What to produce:
Set down each entry exactly as given; pictures should not appear in the copy.

[Material provided — start]

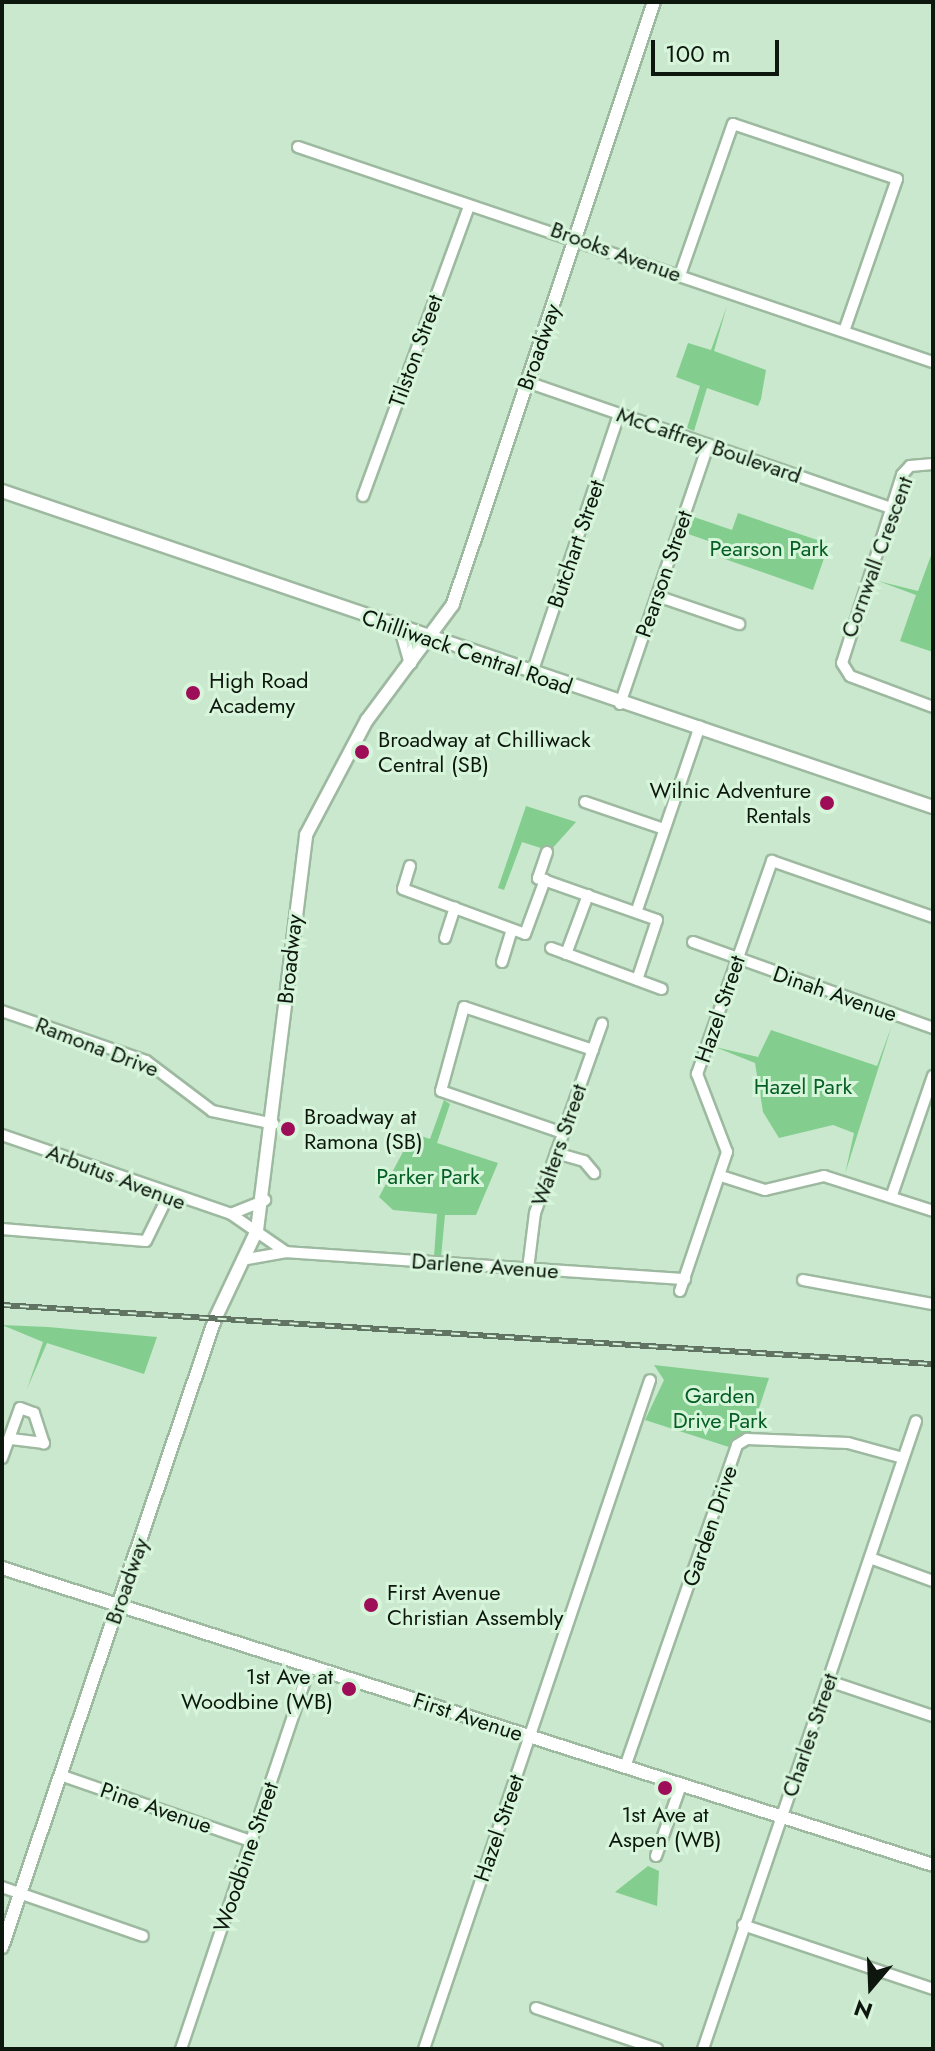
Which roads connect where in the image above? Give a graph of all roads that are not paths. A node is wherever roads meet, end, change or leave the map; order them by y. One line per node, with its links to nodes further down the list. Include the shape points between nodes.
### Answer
1 (654, 2): 4 (street, Broadway)
2 (298, 147): 3 (street, Brooks Avenue)
3 (469, 206): 4 (street, Brooks Avenue); 13 (street, Tilston Street)
4 (576, 236): 5 (street, Brooks Avenue); 8 (street, Broadway)
5 (680, 275): 6 (street, Brooks Avenue); 6 (street, via 733,124 897,179)
6 (844, 331): 7 (street, Brooks Avenue)
7 (933, 362)
8 (527, 382): 9 (street, McCaffrey Boulevard); 18 (street, Broadway, via 453,604)
9 (619, 414): 10 (street, McCaffrey Boulevard); 20 (street, Butchart Street)
10 (708, 445): 14 (street, McCaffrey Boulevard); 15 (street, Pearson Street)
11 (933, 464): 14 (street, Cornwall Crescent, via 910,466)
12 (2, 491): 17 (street, Chilliwack Central Road)
13 (363, 496)
14 (891, 508): 22 (street, Cornwall Crescent, via 842,663 850,676)
15 (657, 596): 16 (street); 21 (street, Pearson Street)
16 (739, 624)
17 (401, 629): 18 (street, Chilliwack Central Road); 19 (street)
18 (431, 639): 19 (street, Broadway); 20 (street, Chilliwack Central Road)
19 (411, 663): 48 (street, Broadway, via 355,739 306,835)
20 (532, 673): 21 (street, Chilliwack Central Road)
21 (620, 704): 23 (street, Chilliwack Central Road)
22 (933, 707)
23 (700, 726): 25 (street, Chilliwack Central Road); 26 (street)
24 (585, 802): 26 (street)
25 (933, 807)
26 (664, 829): 32 (street)
27 (547, 852): 29 (street, via 538,878)
28 (410, 866): 31 (street, via 403,889)
29 (545, 880): 30 (street); 34 (street, via 525,934)
30 (588, 895): 32 (street); 38 (street)
31 (455, 908): 34 (street); 35 (street)
32 (637, 910): 41 (street, via 657,920)
33 (933, 917): 39 (street, Hazel Street, via 772,861)
34 (512, 930): 40 (street)
35 (445, 938)
36 (693, 942): 39 (street, Dinah Avenue)
37 (551, 948): 38 (street)
38 (566, 954): 41 (street)
39 (737, 960): 45 (street, Dinah Avenue); 53 (street, Hazel Street, via 697,1074 727,1152)
40 (502, 962)
41 (637, 980): 42 (street)
42 (662, 989)
43 (2, 1011): 48 (street, Ramona Drive, via 146,1061 212,1111)
44 (602, 1024): 46 (street, Walters Street)
45 (933, 1028)
46 (593, 1050): 49 (street, Walters Street); 49 (street, via 464,1007 441,1091)
47 (933, 1076): 54 (street)
48 (274, 1124): 56 (street, Broadway)
49 (563, 1133): 51 (street, Walters Street)
50 (2, 1135): 55 (street, Arbutus Avenue)
51 (556, 1153): 52 (street, via 584,1161); 63 (street, Walters Street, via 535,1213)
52 (594, 1173)
53 (721, 1176): 54 (street, via 765,1190 824,1176); 64 (street, Hazel Street)
54 (892, 1195): 57 (street)
55 (168, 1196): 58 (street, Arbutus Avenue); 59 (street, via 146,1241)
56 (265, 1200): 58 (street); 60 (street, Broadway)
57 (933, 1211)
58 (231, 1214): 60 (street, Arbutus Avenue)
59 (2, 1229)
60 (257, 1230): 61 (street); 62 (street, Broadway)
61 (286, 1252): 62 (street, Darlene Avenue); 63 (street, Darlene Avenue)
62 (247, 1259): 76 (street, Broadway, via 215,1319)
63 (528, 1269): 64 (street, Darlene Avenue)
64 (685, 1279): 66 (street, Hazel Street)
65 (803, 1280): 67 (street)
66 (680, 1291)
67 (933, 1304)
68 (650, 1380): 80 (street, Hazel Street)
69 (916, 1421): 72 (street, Charles Street)
70 (9, 1439): 71 (street)
71 (2, 1458)
72 (903, 1458): 73 (street, Charles Street); 81 (street, Garden Drive, via 848,1443 747,1439 737,1445)
73 (870, 1558): 75 (street); 78 (street, Charles Street)
74 (2, 1568): 76 (street, First Avenue)
75 (933, 1581)
76 (118, 1606): 77 (street, First Avenue); 82 (street, Broadway)
77 (310, 1665): 80 (street, First Avenue); 85 (street, Woodbine Street)
78 (829, 1681): 79 (street); 84 (street, Charles Street)
79 (933, 1716)
80 (529, 1737): 81 (street, First Avenue); 97 (street, Hazel Street)
81 (625, 1767): 83 (street, First Avenue)
82 (60, 1775): 85 (street, Pine Avenue); 89 (street, Broadway)
83 (681, 1785): 84 (street, First Avenue); 86 (street)
84 (782, 1817): 87 (street, First Avenue); 90 (street, Charles Street)
85 (251, 1841): 96 (street, Woodbine Street)
86 (656, 1856)
87 (933, 1865)
88 (2, 1887): 89 (street)
89 (20, 1894): 91 (street); 92 (street, Broadway)
90 (743, 1925): 93 (street); 95 (street, Charles Street)
91 (143, 1936)
92 (2, 1947)
93 (933, 1989)
94 (536, 2008): 98 (street)
95 (706, 2048)
96 (181, 2049)
97 (424, 2049)
98 (657, 2049)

[Material provided — finish]

Answer to this problem:
Which roads connect where in the image above? Give a graph of all roads that are not paths. A node is wherever roads meet, end, change or leave the map; order them by y. One line per node, with its links to nodes further down the list. Include the shape points between nodes.
### Answer
1 (654, 2): 4 (street, Broadway)
2 (298, 147): 3 (street, Brooks Avenue)
3 (469, 206): 4 (street, Brooks Avenue); 13 (street, Tilston Street)
4 (576, 236): 5 (street, Brooks Avenue); 8 (street, Broadway)
5 (680, 275): 6 (street, Brooks Avenue); 6 (street, via 733,124 897,179)
6 (844, 331): 7 (street, Brooks Avenue)
7 (933, 362)
8 (527, 382): 9 (street, McCaffrey Boulevard); 18 (street, Broadway, via 453,604)
9 (619, 414): 10 (street, McCaffrey Boulevard); 20 (street, Butchart Street)
10 (708, 445): 14 (street, McCaffrey Boulevard); 15 (street, Pearson Street)
11 (933, 464): 14 (street, Cornwall Crescent, via 910,466)
12 (2, 491): 17 (street, Chilliwack Central Road)
13 (363, 496)
14 (891, 508): 22 (street, Cornwall Crescent, via 842,663 850,676)
15 (657, 596): 16 (street); 21 (street, Pearson Street)
16 (739, 624)
17 (401, 629): 18 (street, Chilliwack Central Road); 19 (street)
18 (431, 639): 19 (street, Broadway); 20 (street, Chilliwack Central Road)
19 (411, 663): 48 (street, Broadway, via 355,739 306,835)
20 (532, 673): 21 (street, Chilliwack Central Road)
21 (620, 704): 23 (street, Chilliwack Central Road)
22 (933, 707)
23 (700, 726): 25 (street, Chilliwack Central Road); 26 (street)
24 (585, 802): 26 (street)
25 (933, 807)
26 (664, 829): 32 (street)
27 (547, 852): 29 (street, via 538,878)
28 (410, 866): 31 (street, via 403,889)
29 (545, 880): 30 (street); 34 (street, via 525,934)
30 (588, 895): 32 (street); 38 (street)
31 (455, 908): 34 (street); 35 (street)
32 (637, 910): 41 (street, via 657,920)
33 (933, 917): 39 (street, Hazel Street, via 772,861)
34 (512, 930): 40 (street)
35 (445, 938)
36 (693, 942): 39 (street, Dinah Avenue)
37 (551, 948): 38 (street)
38 (566, 954): 41 (street)
39 (737, 960): 45 (street, Dinah Avenue); 53 (street, Hazel Street, via 697,1074 727,1152)
40 (502, 962)
41 (637, 980): 42 (street)
42 (662, 989)
43 (2, 1011): 48 (street, Ramona Drive, via 146,1061 212,1111)
44 (602, 1024): 46 (street, Walters Street)
45 (933, 1028)
46 (593, 1050): 49 (street, Walters Street); 49 (street, via 464,1007 441,1091)
47 (933, 1076): 54 (street)
48 (274, 1124): 56 (street, Broadway)
49 (563, 1133): 51 (street, Walters Street)
50 (2, 1135): 55 (street, Arbutus Avenue)
51 (556, 1153): 52 (street, via 584,1161); 63 (street, Walters Street, via 535,1213)
52 (594, 1173)
53 (721, 1176): 54 (street, via 765,1190 824,1176); 64 (street, Hazel Street)
54 (892, 1195): 57 (street)
55 (168, 1196): 58 (street, Arbutus Avenue); 59 (street, via 146,1241)
56 (265, 1200): 58 (street); 60 (street, Broadway)
57 (933, 1211)
58 (231, 1214): 60 (street, Arbutus Avenue)
59 (2, 1229)
60 (257, 1230): 61 (street); 62 (street, Broadway)
61 (286, 1252): 62 (street, Darlene Avenue); 63 (street, Darlene Avenue)
62 (247, 1259): 76 (street, Broadway, via 215,1319)
63 (528, 1269): 64 (street, Darlene Avenue)
64 (685, 1279): 66 (street, Hazel Street)
65 (803, 1280): 67 (street)
66 (680, 1291)
67 (933, 1304)
68 (650, 1380): 80 (street, Hazel Street)
69 (916, 1421): 72 (street, Charles Street)
70 (9, 1439): 71 (street)
71 (2, 1458)
72 (903, 1458): 73 (street, Charles Street); 81 (street, Garden Drive, via 848,1443 747,1439 737,1445)
73 (870, 1558): 75 (street); 78 (street, Charles Street)
74 (2, 1568): 76 (street, First Avenue)
75 (933, 1581)
76 (118, 1606): 77 (street, First Avenue); 82 (street, Broadway)
77 (310, 1665): 80 (street, First Avenue); 85 (street, Woodbine Street)
78 (829, 1681): 79 (street); 84 (street, Charles Street)
79 (933, 1716)
80 (529, 1737): 81 (street, First Avenue); 97 (street, Hazel Street)
81 (625, 1767): 83 (street, First Avenue)
82 (60, 1775): 85 (street, Pine Avenue); 89 (street, Broadway)
83 (681, 1785): 84 (street, First Avenue); 86 (street)
84 (782, 1817): 87 (street, First Avenue); 90 (street, Charles Street)
85 (251, 1841): 96 (street, Woodbine Street)
86 (656, 1856)
87 (933, 1865)
88 (2, 1887): 89 (street)
89 (20, 1894): 91 (street); 92 (street, Broadway)
90 (743, 1925): 93 (street); 95 (street, Charles Street)
91 (143, 1936)
92 (2, 1947)
93 (933, 1989)
94 (536, 2008): 98 (street)
95 (706, 2048)
96 (181, 2049)
97 (424, 2049)
98 (657, 2049)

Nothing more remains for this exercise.